The bill’s two other sponsors are Sens. Dean Heller (R-NV) and Ron Johnson (R-WI).
The CBO said it was aiming to provide a preliminary assessment of the Graham-Cassidy bill by early next week. That assessment, the office said, will include whether the legislation would reduce on-budget deficits by at least as much as was estimated for the American Health Care Act, as passed by the House of Representatives on May 4; whether Titles I and II in the legislation would each save at least $1 billion; and whether the bill would increase on-budget deficits in the long term.
“CBO will provide as much qualitative information as possible about the effects of the legislation,” the office said.
The American Health Care Act, according to a CBO score released May 24, would have reduced Medicaid spending by $834 billion from 2017 to 2026. Under that bill, Medicaid funding would have been capped for each state.
Block grants given to states annually are a centerpiece of the Graham-Cassidy proposal, too, according to information on Graham’s website. Many assisted living communities provide home- and community-based services to their residents through Medicaid waivers.

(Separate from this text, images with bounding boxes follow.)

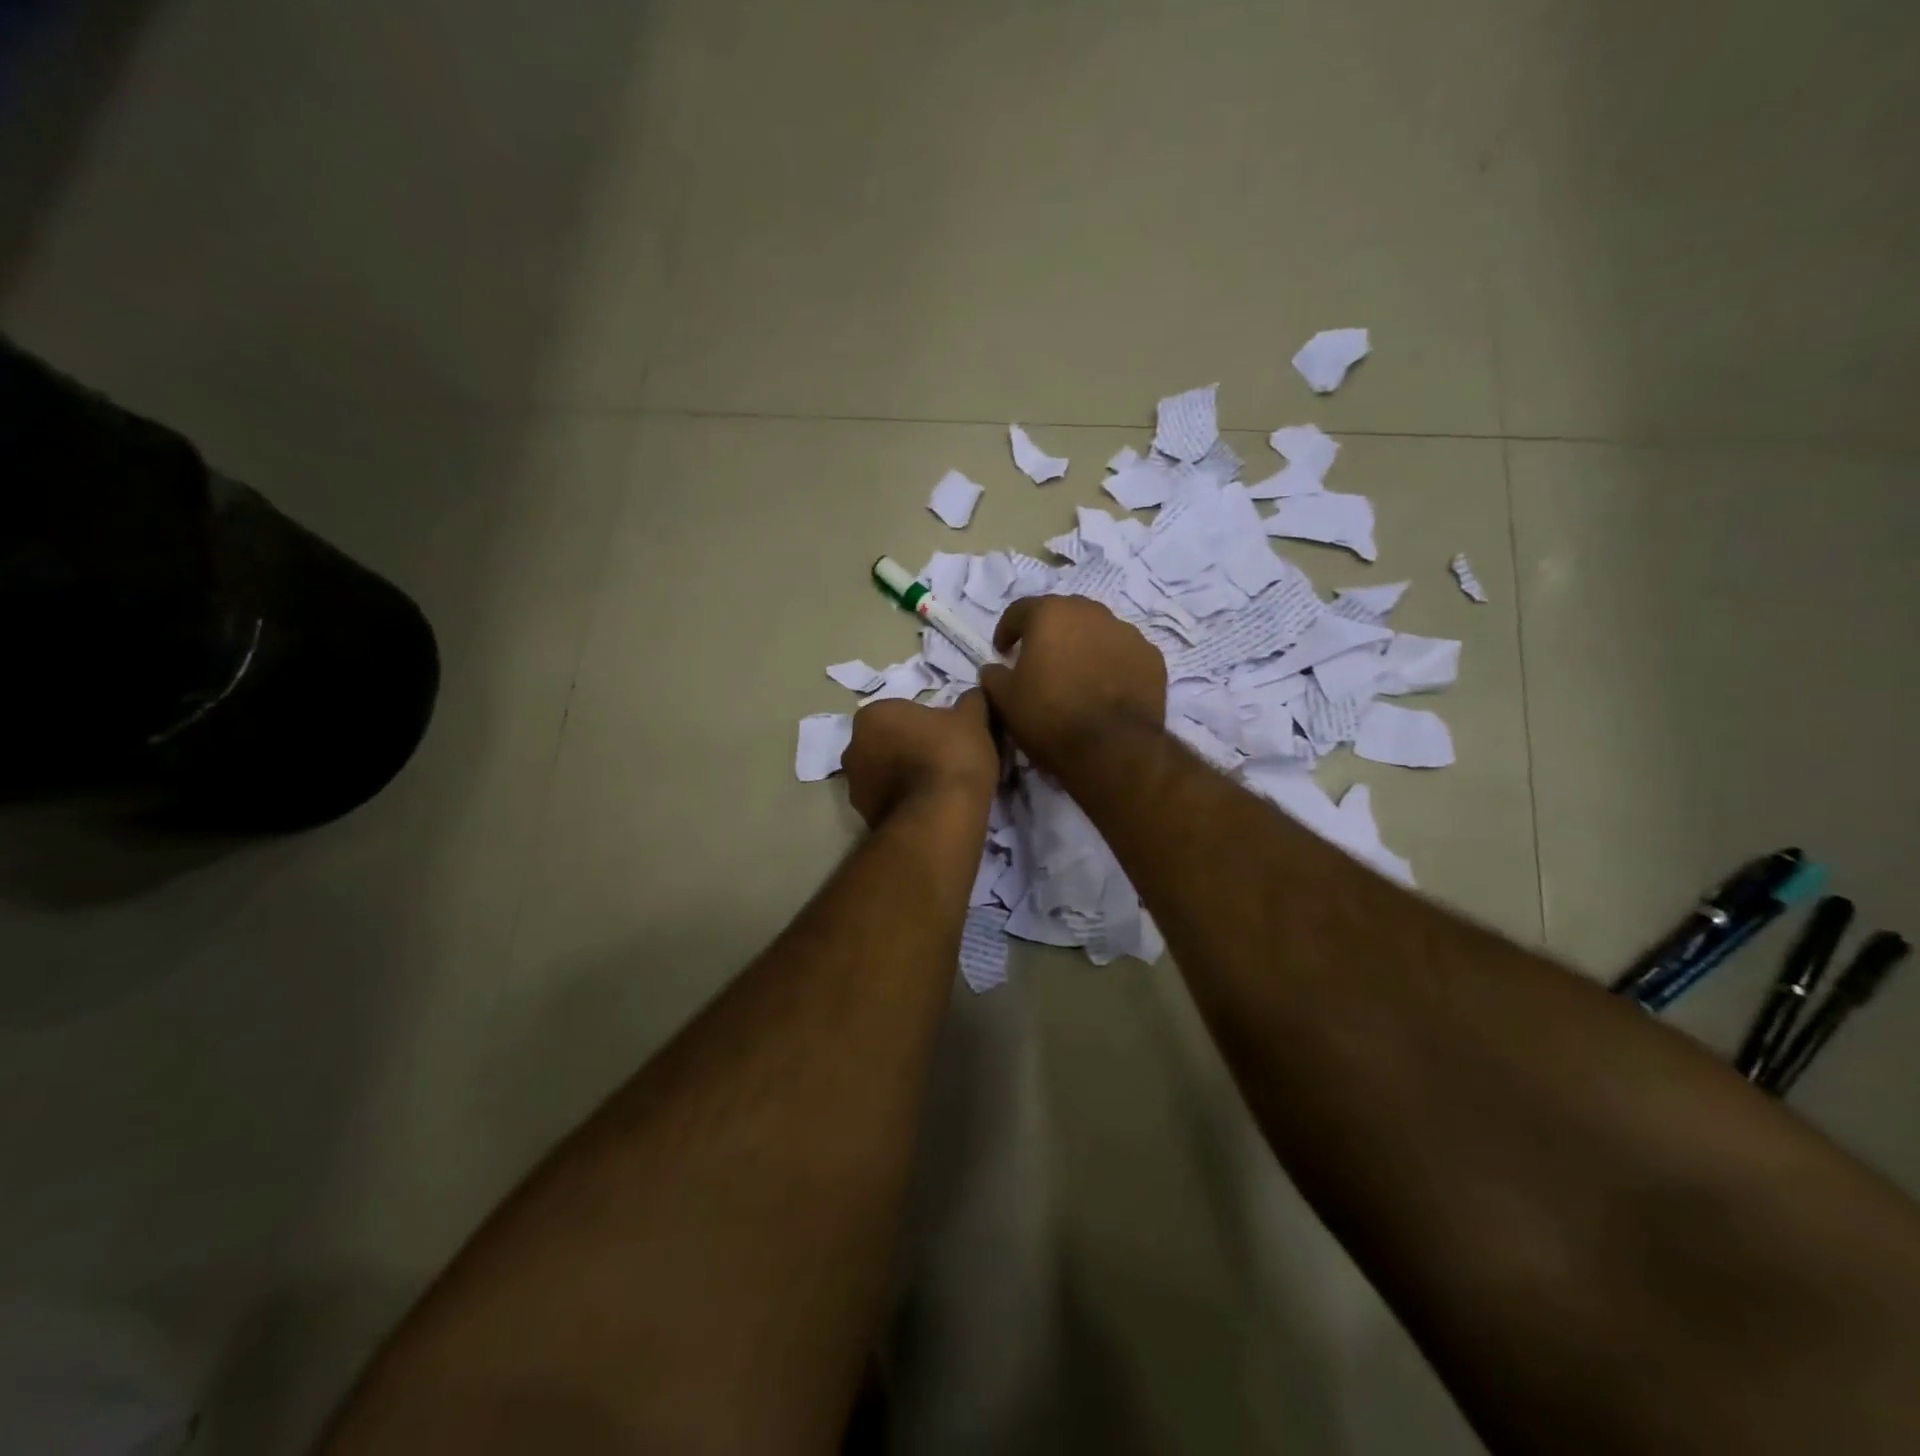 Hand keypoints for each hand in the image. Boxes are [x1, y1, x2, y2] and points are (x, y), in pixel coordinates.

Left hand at [843, 691, 999, 827]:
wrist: (940, 815)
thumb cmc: (952, 756)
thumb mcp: (973, 720)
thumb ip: (971, 702)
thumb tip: (974, 695)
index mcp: (874, 715)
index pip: (901, 712)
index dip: (927, 724)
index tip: (948, 737)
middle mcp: (854, 746)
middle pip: (887, 742)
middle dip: (909, 749)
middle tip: (944, 761)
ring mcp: (854, 784)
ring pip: (884, 773)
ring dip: (903, 776)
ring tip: (938, 789)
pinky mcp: (863, 815)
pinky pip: (887, 800)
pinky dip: (903, 802)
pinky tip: (929, 808)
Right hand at [979, 596, 1166, 775]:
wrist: (1112, 748)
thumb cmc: (1049, 717)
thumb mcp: (1005, 700)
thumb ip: (993, 676)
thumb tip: (994, 668)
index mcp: (1050, 614)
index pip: (1020, 611)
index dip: (1007, 631)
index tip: (1002, 652)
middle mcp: (1091, 612)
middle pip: (1063, 615)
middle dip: (1049, 633)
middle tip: (1040, 661)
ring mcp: (1127, 633)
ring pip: (1097, 632)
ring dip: (1083, 647)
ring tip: (1076, 677)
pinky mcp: (1153, 658)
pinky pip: (1123, 654)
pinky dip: (1111, 664)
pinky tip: (1105, 689)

Block grant dollars would replace federal funds being spent to expand Medicaid, pay for ACA-related tax credits, cost-sharing reduction subsidies and basic health plan dollars, the sponsors said. The bill also would repeal the ACA’s individual and employer mandates, repeal the medical device tax and allow states to waive Obamacare regulations.
The Senate Homeland Security and Governmental Affairs Committee, which Johnson chairs, has scheduled a full hearing for 10 a.m. ET Sept. 26 with the title “Block Grants: How States Can Reduce Health Care Costs.”